Leading global research and data agency Kantar TNS says India needs to focus more on its online payment infrastructure and build consumer trust to realise its true digital potential.
According to the findings of a report, nearly half (47 per cent) of India's connected consumers feel "constantly followed" by online advertising.
Connected Life is a leading global study of the digital attitudes and behaviours of 70,000 internet users across 57 countries. It says India would need a major rethinking in terms of how advertisers should reach out to consumers.
Zoë Lawrence, APAC Digital Director at Kantar TNS said trust, infrastructure, logistics and payment mechanism are among the digital roadblocks stopping India from realising its digital potential.

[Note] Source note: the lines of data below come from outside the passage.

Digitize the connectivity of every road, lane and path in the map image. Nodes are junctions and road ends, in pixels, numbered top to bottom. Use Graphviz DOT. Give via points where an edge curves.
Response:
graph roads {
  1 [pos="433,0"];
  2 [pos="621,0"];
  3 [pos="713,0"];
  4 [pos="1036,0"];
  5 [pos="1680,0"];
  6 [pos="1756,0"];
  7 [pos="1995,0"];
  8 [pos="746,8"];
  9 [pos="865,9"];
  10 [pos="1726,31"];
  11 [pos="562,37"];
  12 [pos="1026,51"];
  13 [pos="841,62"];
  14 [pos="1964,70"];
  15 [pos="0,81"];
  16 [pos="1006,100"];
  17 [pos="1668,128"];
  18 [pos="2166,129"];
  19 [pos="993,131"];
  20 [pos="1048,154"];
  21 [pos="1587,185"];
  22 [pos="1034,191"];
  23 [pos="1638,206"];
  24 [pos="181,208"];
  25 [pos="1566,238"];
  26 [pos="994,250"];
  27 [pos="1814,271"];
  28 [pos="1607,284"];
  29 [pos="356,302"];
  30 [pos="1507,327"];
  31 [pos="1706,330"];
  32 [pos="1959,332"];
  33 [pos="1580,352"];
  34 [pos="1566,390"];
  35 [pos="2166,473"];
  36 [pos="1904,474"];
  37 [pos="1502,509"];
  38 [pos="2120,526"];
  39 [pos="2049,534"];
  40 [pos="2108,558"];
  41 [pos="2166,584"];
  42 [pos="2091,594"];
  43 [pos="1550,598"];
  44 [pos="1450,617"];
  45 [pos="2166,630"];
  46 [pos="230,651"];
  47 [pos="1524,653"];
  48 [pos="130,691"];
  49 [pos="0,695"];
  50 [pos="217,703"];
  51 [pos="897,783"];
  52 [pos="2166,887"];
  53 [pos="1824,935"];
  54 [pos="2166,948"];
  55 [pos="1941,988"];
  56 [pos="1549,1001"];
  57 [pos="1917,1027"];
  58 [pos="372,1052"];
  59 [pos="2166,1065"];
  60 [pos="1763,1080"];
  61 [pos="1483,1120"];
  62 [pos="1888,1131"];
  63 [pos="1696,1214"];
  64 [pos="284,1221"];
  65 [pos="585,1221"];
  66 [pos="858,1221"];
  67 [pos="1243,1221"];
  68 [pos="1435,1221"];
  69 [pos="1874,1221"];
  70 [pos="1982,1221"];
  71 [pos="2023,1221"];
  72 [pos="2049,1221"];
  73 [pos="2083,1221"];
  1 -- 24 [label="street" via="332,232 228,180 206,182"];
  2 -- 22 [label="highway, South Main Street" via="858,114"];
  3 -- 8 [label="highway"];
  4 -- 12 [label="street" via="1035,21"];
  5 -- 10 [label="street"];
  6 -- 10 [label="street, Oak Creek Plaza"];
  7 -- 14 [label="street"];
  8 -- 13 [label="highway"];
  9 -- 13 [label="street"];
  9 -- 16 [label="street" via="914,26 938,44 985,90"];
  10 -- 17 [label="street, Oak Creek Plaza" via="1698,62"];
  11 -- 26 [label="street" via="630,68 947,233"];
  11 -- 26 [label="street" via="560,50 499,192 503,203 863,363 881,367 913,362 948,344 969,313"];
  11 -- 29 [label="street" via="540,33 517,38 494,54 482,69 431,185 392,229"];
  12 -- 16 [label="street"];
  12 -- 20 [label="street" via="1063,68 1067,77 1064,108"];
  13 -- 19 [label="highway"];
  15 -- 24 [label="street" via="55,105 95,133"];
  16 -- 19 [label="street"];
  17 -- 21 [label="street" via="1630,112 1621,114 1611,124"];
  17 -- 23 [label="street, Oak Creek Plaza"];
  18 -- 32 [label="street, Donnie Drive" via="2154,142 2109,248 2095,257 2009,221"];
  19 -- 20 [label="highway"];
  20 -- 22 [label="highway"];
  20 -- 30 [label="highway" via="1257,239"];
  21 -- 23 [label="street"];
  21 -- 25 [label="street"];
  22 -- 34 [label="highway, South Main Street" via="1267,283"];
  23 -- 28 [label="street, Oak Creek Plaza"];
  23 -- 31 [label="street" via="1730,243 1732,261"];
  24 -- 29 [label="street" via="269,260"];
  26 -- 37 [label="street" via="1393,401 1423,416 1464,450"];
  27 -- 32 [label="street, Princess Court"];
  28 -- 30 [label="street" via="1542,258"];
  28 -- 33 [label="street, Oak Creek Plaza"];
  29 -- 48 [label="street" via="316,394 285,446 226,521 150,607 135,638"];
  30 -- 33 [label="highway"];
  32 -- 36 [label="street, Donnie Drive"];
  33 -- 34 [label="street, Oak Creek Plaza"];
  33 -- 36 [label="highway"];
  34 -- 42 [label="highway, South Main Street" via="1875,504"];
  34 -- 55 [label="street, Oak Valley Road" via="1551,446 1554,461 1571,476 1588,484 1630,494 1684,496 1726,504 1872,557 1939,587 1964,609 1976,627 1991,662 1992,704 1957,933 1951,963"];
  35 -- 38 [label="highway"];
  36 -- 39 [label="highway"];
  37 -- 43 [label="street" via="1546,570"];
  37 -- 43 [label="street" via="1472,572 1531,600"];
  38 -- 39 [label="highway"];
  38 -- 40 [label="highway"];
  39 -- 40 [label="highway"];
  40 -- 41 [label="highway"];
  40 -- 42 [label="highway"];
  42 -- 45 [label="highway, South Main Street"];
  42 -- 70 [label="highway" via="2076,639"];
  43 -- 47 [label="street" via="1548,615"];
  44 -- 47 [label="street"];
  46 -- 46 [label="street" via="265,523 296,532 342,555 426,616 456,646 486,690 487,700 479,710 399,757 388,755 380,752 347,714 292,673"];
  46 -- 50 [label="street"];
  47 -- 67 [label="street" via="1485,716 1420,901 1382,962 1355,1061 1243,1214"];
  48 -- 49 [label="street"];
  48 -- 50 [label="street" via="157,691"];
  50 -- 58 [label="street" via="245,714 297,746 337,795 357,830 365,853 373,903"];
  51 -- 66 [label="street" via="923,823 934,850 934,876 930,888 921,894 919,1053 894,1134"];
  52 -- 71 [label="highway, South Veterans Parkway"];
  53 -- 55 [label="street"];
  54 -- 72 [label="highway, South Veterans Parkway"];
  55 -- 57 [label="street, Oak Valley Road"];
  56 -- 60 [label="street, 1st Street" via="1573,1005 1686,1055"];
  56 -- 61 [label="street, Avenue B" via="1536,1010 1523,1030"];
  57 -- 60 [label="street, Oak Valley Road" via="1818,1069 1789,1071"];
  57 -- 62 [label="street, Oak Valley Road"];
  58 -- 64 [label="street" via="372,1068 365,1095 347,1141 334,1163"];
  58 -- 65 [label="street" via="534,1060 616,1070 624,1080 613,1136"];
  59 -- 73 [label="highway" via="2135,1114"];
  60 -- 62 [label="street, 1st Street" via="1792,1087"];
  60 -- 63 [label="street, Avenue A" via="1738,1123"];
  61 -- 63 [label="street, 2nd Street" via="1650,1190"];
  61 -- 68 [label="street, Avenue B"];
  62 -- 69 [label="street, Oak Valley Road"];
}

According to her, India is one of top five e-commerce markets in Asia. She considers India at number three in overall digital power after Korea and China.
Kantar TNS is a global research consultancy, and part of Kantar, one of the world’s leading data, insight and consultancy companies. Their key focus area in India is to support marketers and to help them with customer engagement.
Lawrence does not separate marketing and digital. She believes both of them are an inherent part of everything that they do.
"We know the consumer is becoming more connected, my area of focus is to use what we know about the connected consumer. We need to support our clients in delivering and developing marketing strategies that would help them to engage with those connected consumers," she said.
The group is looking at the fragmentation of social media landscape. It keeps a tab on where the consumers are spending their time. It found that most of the consumers are spending their time on social media, instant messaging and online video.
The "Connected Life" report highlighted Facebook's penetration is high around the globe and Twitter is nowhere close its rival in any market. Facebook internet penetration in India is 75 per cent while Twitter stands at 34 per cent.
Commenting on the low penetration of Twitter, Lawrence said, "In India, if a brand is looking to define strategy and reach, Facebook will give that reach. Twitter has a set of issues and consumers are not leveraging the 140 character limit, they are unable to express their views. For that matter, they opt for Instagram which is easier by posting a picture."
Adding to that, Anusheel Shrivastava, Executive Director of Kantar TNS India, pointed out every social media product which is out there would not have the same trajectory like Facebook. They manage to continue with its growth in a phenomenal way, not every social media would be able to do that.
He said, "Twitter also had the kind of growth where they currently are. When we say they are troubling is more of money making business because not more new users are joining the platform."
Advertisers are feeling more difficult than before to reach consumers. They are facing an increasingly empowered consumer base. Consumers are skipping and blocking ads. It's challenging for the marketers to break the no code of Indian consumers.
The only solution for marketers is to find a way of compelling the viewers within the time frame or discover a different way of content.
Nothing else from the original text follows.